=== Record extracts ===
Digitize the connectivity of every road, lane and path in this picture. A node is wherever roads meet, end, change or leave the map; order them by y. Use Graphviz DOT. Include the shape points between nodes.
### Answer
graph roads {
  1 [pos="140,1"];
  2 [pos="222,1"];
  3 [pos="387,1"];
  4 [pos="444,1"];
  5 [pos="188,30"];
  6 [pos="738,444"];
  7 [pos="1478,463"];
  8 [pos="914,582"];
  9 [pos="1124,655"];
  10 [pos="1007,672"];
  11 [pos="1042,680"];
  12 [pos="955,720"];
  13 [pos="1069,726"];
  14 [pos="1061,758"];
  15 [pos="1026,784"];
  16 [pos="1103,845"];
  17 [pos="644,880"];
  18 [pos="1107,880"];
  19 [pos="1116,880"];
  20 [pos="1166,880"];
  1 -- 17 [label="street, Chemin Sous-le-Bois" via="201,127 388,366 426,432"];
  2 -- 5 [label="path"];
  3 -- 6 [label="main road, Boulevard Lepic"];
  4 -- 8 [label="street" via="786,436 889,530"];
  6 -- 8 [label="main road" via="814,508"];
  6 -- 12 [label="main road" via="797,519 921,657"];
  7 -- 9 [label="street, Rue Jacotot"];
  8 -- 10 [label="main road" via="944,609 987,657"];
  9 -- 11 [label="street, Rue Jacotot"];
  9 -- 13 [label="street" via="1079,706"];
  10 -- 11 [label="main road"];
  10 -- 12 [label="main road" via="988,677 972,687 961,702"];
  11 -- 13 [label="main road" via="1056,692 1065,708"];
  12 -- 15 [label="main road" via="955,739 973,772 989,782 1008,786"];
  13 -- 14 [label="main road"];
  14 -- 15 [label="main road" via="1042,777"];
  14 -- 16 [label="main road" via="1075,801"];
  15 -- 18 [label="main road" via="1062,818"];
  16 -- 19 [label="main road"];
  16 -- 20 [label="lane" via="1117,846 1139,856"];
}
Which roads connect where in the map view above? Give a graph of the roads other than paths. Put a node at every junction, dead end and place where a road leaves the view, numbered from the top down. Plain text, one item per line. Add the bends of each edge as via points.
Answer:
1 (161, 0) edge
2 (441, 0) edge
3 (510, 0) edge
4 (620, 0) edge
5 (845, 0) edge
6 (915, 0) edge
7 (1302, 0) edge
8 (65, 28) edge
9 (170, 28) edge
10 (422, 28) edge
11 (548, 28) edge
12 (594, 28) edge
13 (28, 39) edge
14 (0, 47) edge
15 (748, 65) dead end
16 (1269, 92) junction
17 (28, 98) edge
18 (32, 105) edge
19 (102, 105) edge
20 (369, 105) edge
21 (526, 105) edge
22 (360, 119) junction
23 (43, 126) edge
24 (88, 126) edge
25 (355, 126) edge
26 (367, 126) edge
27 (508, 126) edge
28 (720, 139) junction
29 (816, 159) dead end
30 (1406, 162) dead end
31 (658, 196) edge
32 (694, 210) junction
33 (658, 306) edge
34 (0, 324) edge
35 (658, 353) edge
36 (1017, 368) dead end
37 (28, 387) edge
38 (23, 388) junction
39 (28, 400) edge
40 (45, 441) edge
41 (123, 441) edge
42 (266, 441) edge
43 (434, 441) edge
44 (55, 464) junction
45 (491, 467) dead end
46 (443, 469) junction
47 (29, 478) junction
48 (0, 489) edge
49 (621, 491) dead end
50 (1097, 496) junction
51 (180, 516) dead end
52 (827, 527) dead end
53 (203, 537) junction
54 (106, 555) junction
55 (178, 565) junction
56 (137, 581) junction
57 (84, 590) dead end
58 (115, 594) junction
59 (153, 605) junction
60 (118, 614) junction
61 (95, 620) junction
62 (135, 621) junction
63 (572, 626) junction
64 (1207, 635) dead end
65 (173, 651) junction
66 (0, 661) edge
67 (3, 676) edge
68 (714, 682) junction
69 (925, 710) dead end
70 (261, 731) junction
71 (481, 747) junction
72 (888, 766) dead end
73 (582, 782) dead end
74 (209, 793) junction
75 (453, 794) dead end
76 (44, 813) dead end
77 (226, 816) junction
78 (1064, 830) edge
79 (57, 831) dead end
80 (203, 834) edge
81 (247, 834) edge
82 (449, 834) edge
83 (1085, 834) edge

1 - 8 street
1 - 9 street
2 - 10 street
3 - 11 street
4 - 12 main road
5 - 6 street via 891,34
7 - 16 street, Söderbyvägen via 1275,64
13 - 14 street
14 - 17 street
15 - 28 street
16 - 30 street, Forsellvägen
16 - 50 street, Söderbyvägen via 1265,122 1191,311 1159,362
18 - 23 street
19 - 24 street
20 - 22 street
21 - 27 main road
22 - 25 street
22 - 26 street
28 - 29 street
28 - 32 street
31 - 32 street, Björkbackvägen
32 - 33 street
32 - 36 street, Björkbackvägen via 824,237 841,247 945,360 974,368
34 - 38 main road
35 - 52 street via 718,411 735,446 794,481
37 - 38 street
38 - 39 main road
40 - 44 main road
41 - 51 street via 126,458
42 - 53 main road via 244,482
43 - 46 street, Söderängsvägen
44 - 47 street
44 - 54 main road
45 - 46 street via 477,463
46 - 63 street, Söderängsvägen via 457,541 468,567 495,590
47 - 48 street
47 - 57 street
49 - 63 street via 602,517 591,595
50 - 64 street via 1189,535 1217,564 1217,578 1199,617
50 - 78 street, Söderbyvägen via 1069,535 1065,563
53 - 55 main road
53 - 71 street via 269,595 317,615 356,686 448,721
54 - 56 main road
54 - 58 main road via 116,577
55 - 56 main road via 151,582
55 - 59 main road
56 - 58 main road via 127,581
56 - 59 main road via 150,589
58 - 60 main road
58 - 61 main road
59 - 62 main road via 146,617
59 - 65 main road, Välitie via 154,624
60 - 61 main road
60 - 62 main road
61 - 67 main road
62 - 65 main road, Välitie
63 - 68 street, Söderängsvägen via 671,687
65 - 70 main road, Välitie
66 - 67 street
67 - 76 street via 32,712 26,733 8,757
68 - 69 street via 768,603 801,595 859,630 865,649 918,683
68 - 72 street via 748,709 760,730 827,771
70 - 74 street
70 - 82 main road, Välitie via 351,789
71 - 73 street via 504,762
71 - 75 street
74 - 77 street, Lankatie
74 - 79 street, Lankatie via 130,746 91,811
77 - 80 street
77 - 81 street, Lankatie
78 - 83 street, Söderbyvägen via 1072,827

=== Problem description ===
Look through the data above and return each line where the string "Lankatie" occurs.

=== Result of the task ===
74 - 77 street, Lankatie
74 - 79 street, Lankatie via 130,746 91,811
77 - 81 street, Lankatie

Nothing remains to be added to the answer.